Working data below:

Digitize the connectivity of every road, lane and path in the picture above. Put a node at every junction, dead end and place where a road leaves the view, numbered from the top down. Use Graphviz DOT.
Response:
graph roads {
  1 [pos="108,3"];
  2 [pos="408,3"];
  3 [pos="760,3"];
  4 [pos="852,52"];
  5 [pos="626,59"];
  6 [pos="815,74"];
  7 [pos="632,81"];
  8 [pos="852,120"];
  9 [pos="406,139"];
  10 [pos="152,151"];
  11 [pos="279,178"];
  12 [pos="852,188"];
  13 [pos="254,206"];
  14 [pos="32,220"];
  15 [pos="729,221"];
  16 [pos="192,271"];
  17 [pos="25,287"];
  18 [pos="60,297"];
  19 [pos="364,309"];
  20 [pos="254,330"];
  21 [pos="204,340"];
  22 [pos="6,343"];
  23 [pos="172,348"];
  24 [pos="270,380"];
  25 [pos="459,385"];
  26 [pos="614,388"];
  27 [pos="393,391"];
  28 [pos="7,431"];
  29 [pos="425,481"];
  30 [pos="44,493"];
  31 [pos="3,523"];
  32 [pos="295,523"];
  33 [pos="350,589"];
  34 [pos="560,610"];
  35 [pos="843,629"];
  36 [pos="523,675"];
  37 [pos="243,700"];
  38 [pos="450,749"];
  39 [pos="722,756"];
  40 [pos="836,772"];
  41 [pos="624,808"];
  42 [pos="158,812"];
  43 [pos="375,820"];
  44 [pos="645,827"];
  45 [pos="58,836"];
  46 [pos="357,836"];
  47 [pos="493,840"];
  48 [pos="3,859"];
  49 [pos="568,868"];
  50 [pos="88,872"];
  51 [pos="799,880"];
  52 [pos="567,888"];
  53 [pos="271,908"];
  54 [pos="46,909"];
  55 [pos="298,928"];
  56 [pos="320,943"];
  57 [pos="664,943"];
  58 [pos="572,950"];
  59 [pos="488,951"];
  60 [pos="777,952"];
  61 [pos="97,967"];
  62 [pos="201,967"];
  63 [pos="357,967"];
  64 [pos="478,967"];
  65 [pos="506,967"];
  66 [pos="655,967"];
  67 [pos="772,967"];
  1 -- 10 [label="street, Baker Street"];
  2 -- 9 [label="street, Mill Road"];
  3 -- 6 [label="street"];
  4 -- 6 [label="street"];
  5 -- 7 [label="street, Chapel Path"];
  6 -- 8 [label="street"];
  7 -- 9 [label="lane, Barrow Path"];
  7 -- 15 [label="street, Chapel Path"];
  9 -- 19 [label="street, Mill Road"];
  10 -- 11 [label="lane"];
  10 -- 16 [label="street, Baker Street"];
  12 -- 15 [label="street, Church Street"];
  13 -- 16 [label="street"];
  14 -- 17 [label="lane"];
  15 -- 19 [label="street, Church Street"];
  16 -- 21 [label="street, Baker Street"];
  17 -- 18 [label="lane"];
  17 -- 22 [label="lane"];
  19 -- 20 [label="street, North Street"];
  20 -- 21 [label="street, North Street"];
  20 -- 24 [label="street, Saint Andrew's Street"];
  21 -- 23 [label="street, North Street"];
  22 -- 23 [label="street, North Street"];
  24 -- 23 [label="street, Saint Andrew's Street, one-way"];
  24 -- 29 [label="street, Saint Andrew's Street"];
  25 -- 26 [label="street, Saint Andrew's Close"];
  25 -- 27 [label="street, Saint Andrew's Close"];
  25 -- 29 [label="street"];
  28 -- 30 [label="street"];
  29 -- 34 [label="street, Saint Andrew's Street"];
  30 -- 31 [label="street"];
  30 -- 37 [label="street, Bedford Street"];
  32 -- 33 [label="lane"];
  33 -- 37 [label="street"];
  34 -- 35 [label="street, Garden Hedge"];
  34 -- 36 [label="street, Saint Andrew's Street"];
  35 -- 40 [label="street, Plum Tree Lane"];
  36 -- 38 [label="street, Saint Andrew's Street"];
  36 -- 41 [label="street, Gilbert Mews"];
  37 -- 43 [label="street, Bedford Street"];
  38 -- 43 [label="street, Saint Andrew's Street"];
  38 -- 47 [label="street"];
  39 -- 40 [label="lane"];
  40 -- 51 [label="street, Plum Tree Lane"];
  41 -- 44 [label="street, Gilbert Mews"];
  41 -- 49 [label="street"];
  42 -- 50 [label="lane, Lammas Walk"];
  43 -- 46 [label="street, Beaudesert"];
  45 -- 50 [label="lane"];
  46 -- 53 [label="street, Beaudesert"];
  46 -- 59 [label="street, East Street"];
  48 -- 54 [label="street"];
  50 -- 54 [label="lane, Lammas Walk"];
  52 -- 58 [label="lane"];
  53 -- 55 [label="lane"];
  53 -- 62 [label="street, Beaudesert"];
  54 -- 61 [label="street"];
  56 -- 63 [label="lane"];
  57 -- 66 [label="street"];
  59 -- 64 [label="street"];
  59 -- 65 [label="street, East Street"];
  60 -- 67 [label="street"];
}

End of Working data.

▶ _Task requirements_
Write each line of the data above out again without altering a word.

▶ _Written reply_
Digitize the connectivity of every road, lane and path in the picture above. Put a node at every junction, dead end and place where a road leaves the view, numbered from the top down. Use Graphviz DOT.
Response:
graph roads {
  1 [pos="108,3"];
  2 [pos="408,3"];
  3 [pos="760,3"];
  4 [pos="852,52"];
  5 [pos="626,59"];
  6 [pos="815,74"];
  7 [pos="632,81"];
  8 [pos="852,120"];
  9 [pos="406,139"];
  10 [pos="152,151"];
  11 [pos="279,178"];
  12 [pos="852,188"];
  13 [pos="254,206"];
  14 [pos="32,220"];
  15 [pos="729,221"];
  16 [pos="192,271"];
  17 [pos="25,287"];
  18 [pos="60,297"];
  19 [pos="364,309"];
  20 [pos="254,330"];
  21 [pos="204,340"];
  22 [pos="6,343"];
  23 [pos="172,348"];
  24 [pos="270,380"];
  25 [pos="459,385"];
  26 [pos="614,388"];
  27 [pos="393,391"];
  28 [pos="7,431"];
  29 [pos="425,481"];
  30 [pos="44,493"];
  31 [pos="3,523"];
  32 [pos="295,523"];
  33 [pos="350,589"];
  34 [pos="560,610"];
  35 [pos="843,629"];
  36 [pos="523,675"];
  37 [pos="243,700"];
  38 [pos="450,749"];
  39 [pos="722,756"];
  40 [pos="836,772"];
  41 [pos="624,808"];
  42 [pos="158,812"];
  43 [pos="375,820"];
  44 [pos="645,827"];
  45 [pos="58,836"];
  46 [pos="357,836"];
  47 [pos="493,840"];
  48 [pos="3,859"];
  49 [pos="568,868"];
  50 [pos="88,872"];
  51 [pos="799,880"];
  52 [pos="567,888"];
  53 [pos="271,908"];
  54 [pos="46,909"];
  55 [pos="298,928"];
  56 [pos="320,943"];
  57 [pos="664,943"];
  58 [pos="572,950"];
  59 [pos="488,951"];
  60 [pos="777,952"];
  61 [pos="97,967"];
  62 [pos="201,967"];
  63 [pos="357,967"];
  64 [pos="478,967"];
  65 [pos="506,967"];
  66 [pos="655,967"];
  67 [pos="772,967"];
  1 -- 10 [label="street, Baker Street"];
  2 -- 9 [label="street, Mill Road"];
  3 -- 6 [label="street"];
  4 -- 6 [label="street"];
  5 -- 7 [label="street, Chapel Path"];
  6 -- 8 [label="street"];
  7 -- 9 [label="lane, Barrow Path"];
  7 -- 15 [label="street, Chapel Path"];
  9 -- 19 [label="street, Mill Road"];
  10 -- 11 [label="lane"];
  10 -- 16 [label="street, Baker Street"];
  12 -- 15 [label="street, Church Street"];
  13 -- 16 [label="street"];
  14 -- 17 [label="lane"];
  15 -- 19 [label="street, Church Street"];
  16 -- 21 [label="street, Baker Street"];
  17 -- 18 [label="lane"];
  17 -- 22 [label="lane"];
  19 -- 20 [label="street, North Street"];
  20 -- 21 [label="street, North Street"];
  20 -- 24 [label="street, Saint Andrew's Street"];
  21 -- 23 [label="street, North Street"];
  22 -- 23 [label="street, North Street"];
  24 -- 23 [label="street, Saint Andrew's Street, one-way"];
  24 -- 29 [label="street, Saint Andrew's Street"];
  25 -- 26 [label="street, Saint Andrew's Close"];
  25 -- 27 [label="street, Saint Andrew's Close"];
  25 -- 29 [label="street"];
  28 -- 30 [label="street"];
  29 -- 34 [label="street, Saint Andrew's Street"];
  30 -- 31 [label="street"];
  30 -- 37 [label="street, Bedford Street"];
  32 -- 33 [label="lane"];
  33 -- 37 [label="street"];
  34 -- 35 [label="street, Garden Hedge"];
  34 -- 36 [label="street, Saint Andrew's Street"];
  35 -- 40 [label="street, Plum Tree Lane"];
  36 -- 38 [label="street, Saint Andrew's Street"];
  36 -- 41 [label="street, Gilbert Mews"];
  37 -- 43 [label="street, Bedford Street"];
  38 -- 43 [label="street, Saint Andrew's Street"];
  38 -- 47 [label="street"];
  39 -- 40 [label="lane"];
  40 -- 51 [label="street, Plum Tree Lane"];
  41 -- 44 [label="street, Gilbert Mews"];
  41 -- 49 [label="street"];
  42 -- 50 [label="lane, Lammas Walk"];
  43 -- 46 [label="street, Beaudesert"];
  45 -- 50 [label="lane"];
  46 -- 53 [label="street, Beaudesert"];
  46 -- 59 [label="street, East Street"];
  48 -- 54 [label="street"];
  50 -- 54 [label="lane, Lammas Walk"];
  52 -- 58 [label="lane"];
  53 -- 55 [label="lane"];
  53 -- 62 [label="street, Beaudesert"];
  54 -- 61 [label="street"];
  56 -- 63 [label="lane"];
  57 -- 66 [label="street"];
  59 -- 64 [label="street"];
  59 -- 65 [label="street, East Street"];
  60 -- 67 [label="street"];
}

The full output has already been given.